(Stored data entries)
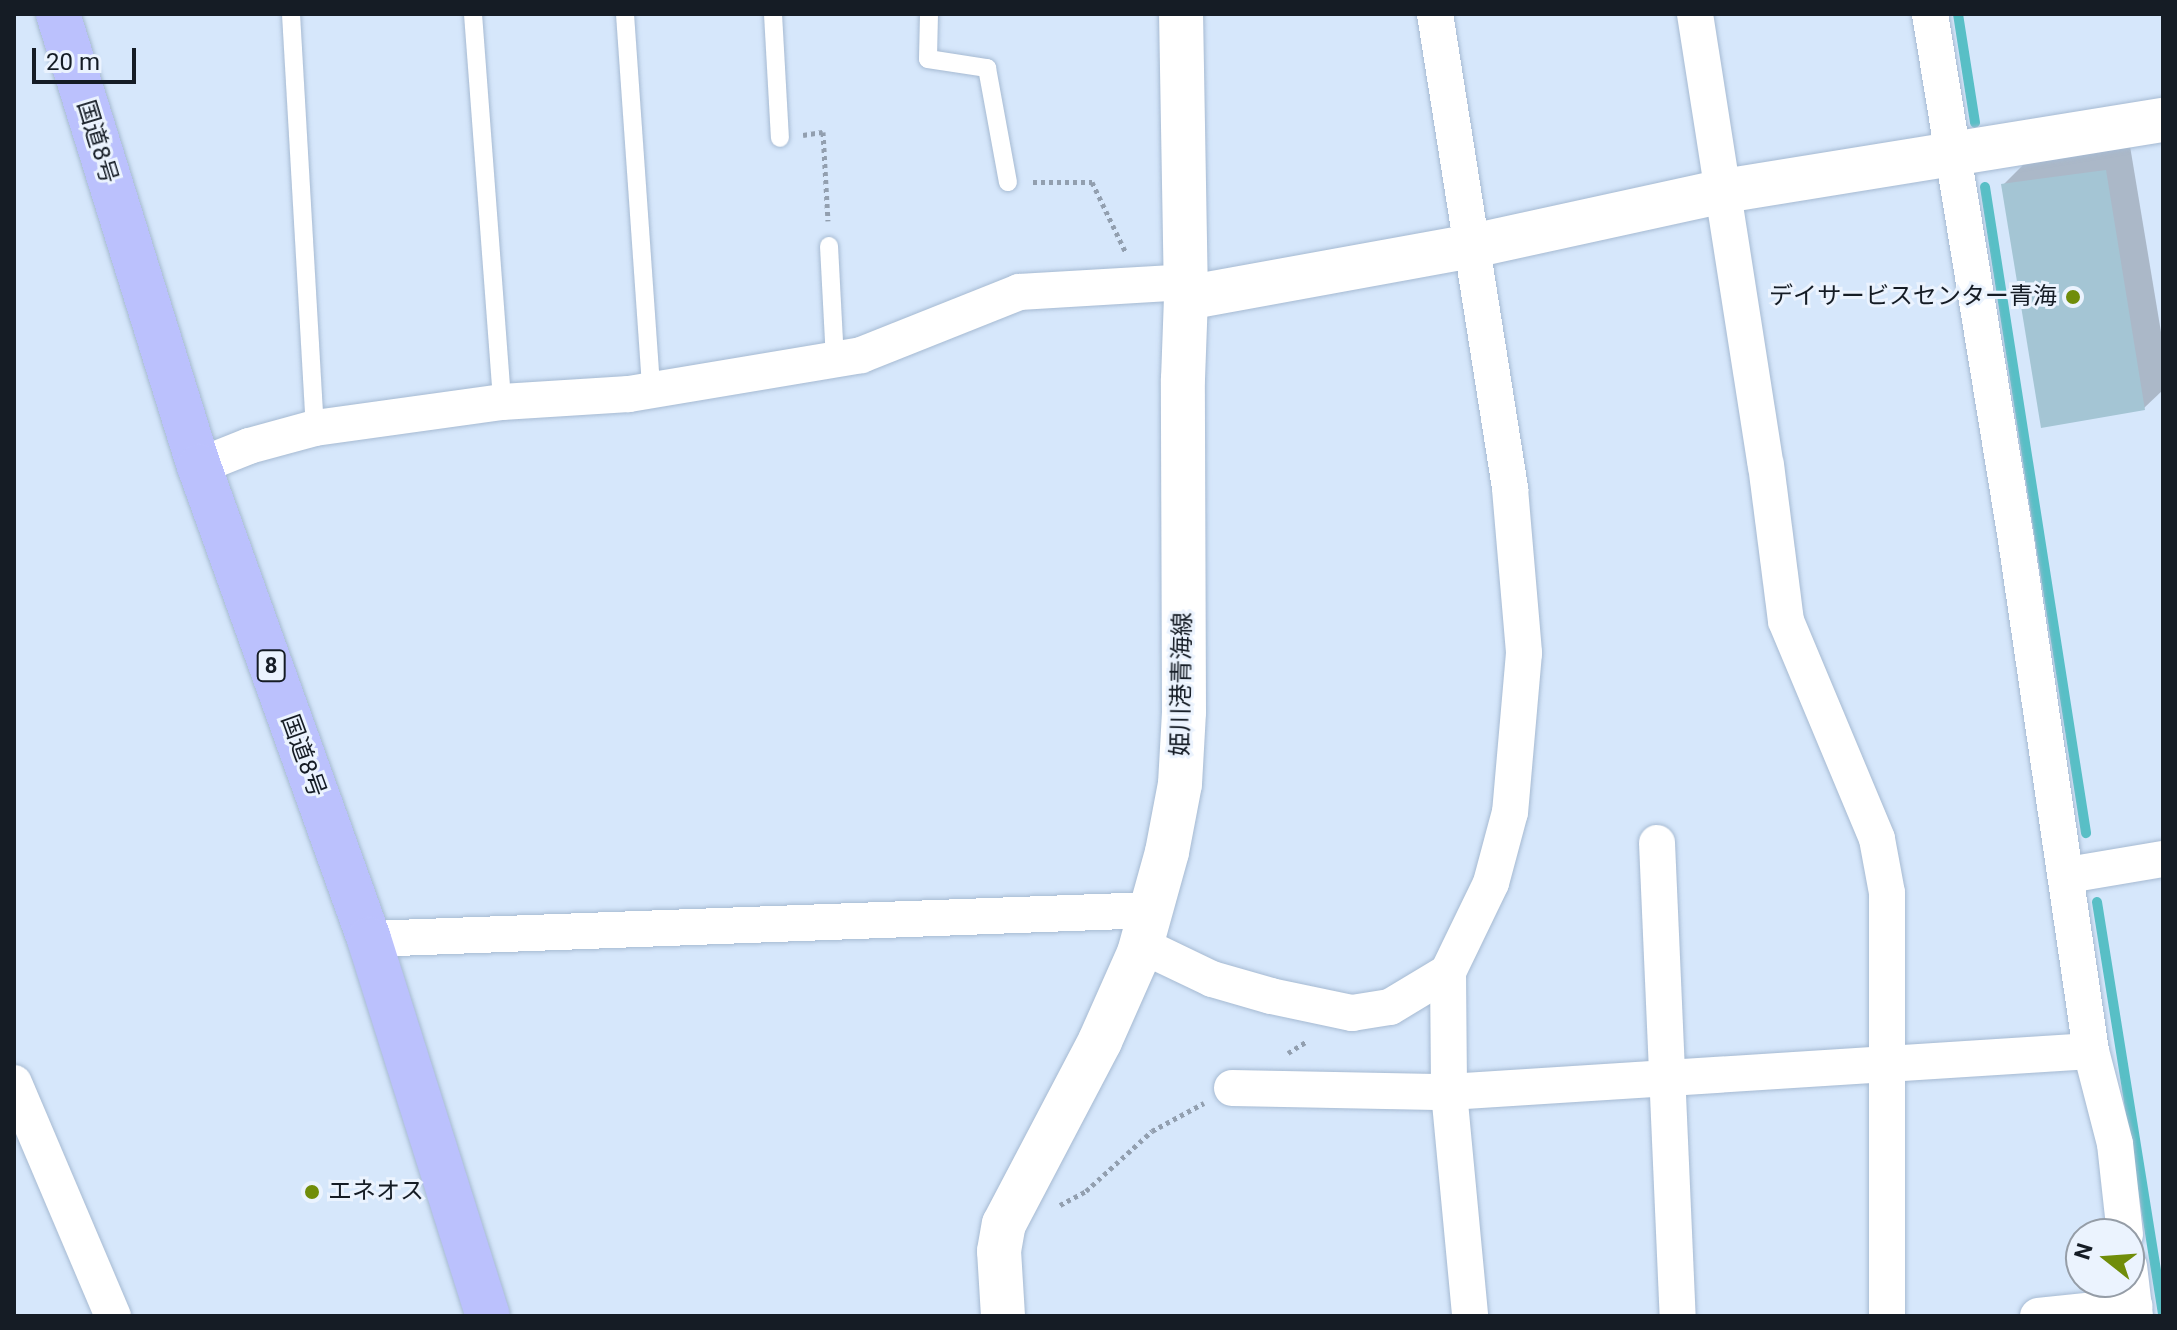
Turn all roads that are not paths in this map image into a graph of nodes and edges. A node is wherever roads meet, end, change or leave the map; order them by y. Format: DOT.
graph roads {
  1 [pos="58,14"];
  2 [pos="291,14"];
  3 [pos="473,14"];
  4 [pos="625,14"];
  5 [pos="773,14"];
  6 [pos="929,14"];
  7 [pos="1181,14"];
  8 [pos="1435,14"];
  9 [pos="1695,14"];
  10 [pos="1930,14"];
  11 [pos="2163,120"];
  12 [pos="780,138"];
  13 [pos="1953,156"];
  14 [pos="1008,182"];
  15 [pos="1724,191"];
  16 [pos="829,246"];
  17 [pos="1472,246"];
  18 [pos="1186,290"];
  19 [pos="835,360"];
  20 [pos="651,389"];
  21 [pos="502,402"];
  22 [pos="315,428"];
  23 [pos="199,466"];
  24 [pos="1657,843"];
  25 [pos="2163,859"];
  26 [pos="2068,875"];
  27 [pos="1147,927"];
  28 [pos="369,939"];
  29 [pos="1448,972"];
  30 [pos="2091,1051"];
  31 [pos="1887,1064"];
  32 [pos="1667,1078"];
  33 [pos="14,1083"];
  34 [pos="1232,1088"];
  35 [pos="1449,1092"];
  36 [pos="2123,1218"];
  37 [pos="2135,1311"];
  38 [pos="113,1316"];
  39 [pos="488,1316"];
  40 [pos="1003,1316"];
  41 [pos="1470,1316"];
  42 [pos="1678,1316"];
  43 [pos="1887,1316"];
  44 [pos="2038,1316"];
  1 -- 23 [label="highway, 国道8号 / 8"];
  2 -- 22 [label="lane"];
  3 -- 21 [label="lane"];
  4 -- 20 [label="lane"];
  5 -- 12 [label="lane"];
  6 -- 14 [label="lane"];
  7 -- 18 [label="main road, 姫川港青海線"];
  8 -- 17 [label="street"];
  9 -- 15 [label="street"];
  10 -- 13 [label="street"];
  11 -- 13 [label="main road"];
  13 -- 15 [label="main road"];
  13 -- 26 [label="street"];
  15 -- 17 [label="main road"];
  15 -- 31 [label="street"];
  16 -- 19 [label="lane"];
  17 -- 18 [label="main road"];
  17 -- 29 [label="street"];
  18 -- 19 [label="street"];
  18 -- 27 [label="main road, 姫川港青海線"];
  19 -- 20 [label="street"];
  20 -- 21 [label="street"];
  21 -- 22 [label="street"];
  22 -- 23 [label="street"];
  23 -- 28 [label="highway, 国道8号 / 8"];
  24 -- 32 [label="street"];
  25 -- 26 [label="street"];
  26 -- 30 [label="street"];
  27 -- 28 [label="street"];
  27 -- 29 [label="street"];
  27 -- 40 [label="main road, 姫川港青海線"];
  28 -- 39 [label="highway, 国道8号 / 8"];
  29 -- 35 [label="street"];
  30 -- 31 [label="street"];
  30 -- 36 [label="street"];
  31 -- 32 [label="street"];
  31 -- 43 [label="street"];
  32 -- 35 [label="street"];
  32 -- 42 [label="street"];
  33 -- 38 [label="street"];
  34 -- 35 [label="street"];
  35 -- 41 [label="street"];
  37 -- 44 [label="street"];
}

§ **TASK TO COMPLETE**
Please retype every entry above exactly, leaving out any picture.

§ **REPLY**
Turn all roads that are not paths in this map image into a graph of nodes and edges. A node is wherever roads meet, end, change or leave the map; order them by y. Format: DOT.
graph roads {
  1 [pos="58,14"];
  2 [pos="291,14"];
  3 [pos="473,14"];
  4 [pos="625,14"];
  5 [pos="773,14"];
  6 [pos="929,14"];
  7 [pos="1181,14"];
  8 [pos="1435,14"];
  9 [pos="1695,14"];
  10 [pos="1930,14"];
  11 [pos="2163,120"];
  12 [pos="780,138"];
  13 [pos="1953,156"];
  14 [pos="1008,182"];
  15 [pos="1724,191"];
  16 [pos="829,246"];
  17 [pos="1472,246"];
  18 [pos="1186,290"];
  19 [pos="835,360"];
  20 [pos="651,389"];
  21 [pos="502,402"];
  22 [pos="315,428"];
  23 [pos="199,466"];
  24 [pos="1657,843"];
  25 [pos="2163,859"];
  26 [pos="2068,875"];
  27 [pos="1147,927"];
  28 [pos="369,939"];
  29 [pos="1448,972"];
  30 [pos="2091,1051"];
  31 [pos="1887,1064"];
  32 [pos="1667,1078"];
  33 [pos="14,1083"];
  34 [pos="1232,1088"];
  35 [pos="1449,1092"];
  36 [pos="2123,1218"];
  37 [pos="2135,1311"];
  38 [pos="113,1316"];
  39 [pos="488,1316"];
  40 [pos="1003,1316"];
  41 [pos="1470,1316"];
  42 [pos="1678,1316"];
  43 [pos="1887,1316"];
  44 [pos="2038,1316"];
  1 -- 23 [label="highway, 国道8号 / 8"];
  2 -- 22 [label="lane"];
  3 -- 21 [label="lane"];
  4 -- 20 [label="lane"];
  5 -- 12 [label="lane"];
  6 -- 14 [label="lane"];
  7 -- 18 [label="main road, 姫川港青海線"];
  8 -- 17 [label="street"];
  9 -- 15 [label="street"];
  10 -- 13 [label="street"];
  11 -- 13 [label="main road"];
  13 -- 15 [label="main road"];
  13 -- 26 [label="street"];
  15 -- 17 [label="main road"];
  15 -- 31 [label="street"];
  16 -- 19 [label="lane"];
  17 -- 18 [label="main road"];
  17 -- 29 [label="street"];
  18 -- 19 [label="street"];
  18 -- 27 [label="main road, 姫川港青海線"];
  19 -- 20 [label="street"];
  20 -- 21 [label="street"];
  21 -- 22 [label="street"];
  22 -- 23 [label="street"];
  23 -- 28 [label="highway, 国道8号 / 8"];
  24 -- 32 [label="street"];
  25 -- 26 [label="street"];
  26 -- 30 [label="street"];
  27 -- 28 [label="street"];
  27 -- 29 [label="street"];
  27 -- 40 [label="main road, 姫川港青海線"];
  28 -- 39 [label="highway, 国道8号 / 8"];
  29 -- 35 [label="street"];
  30 -- 31 [label="street"];
  30 -- 36 [label="street"];
  31 -- 32 [label="street"];
  31 -- 43 [label="street"];
  32 -- 35 [label="street"];
  32 -- 42 [label="street"];
  33 -- 38 [label="street"];
  34 -- 35 [label="street"];
  35 -- 41 [label="street"];
  37 -- 44 [label="street"];
}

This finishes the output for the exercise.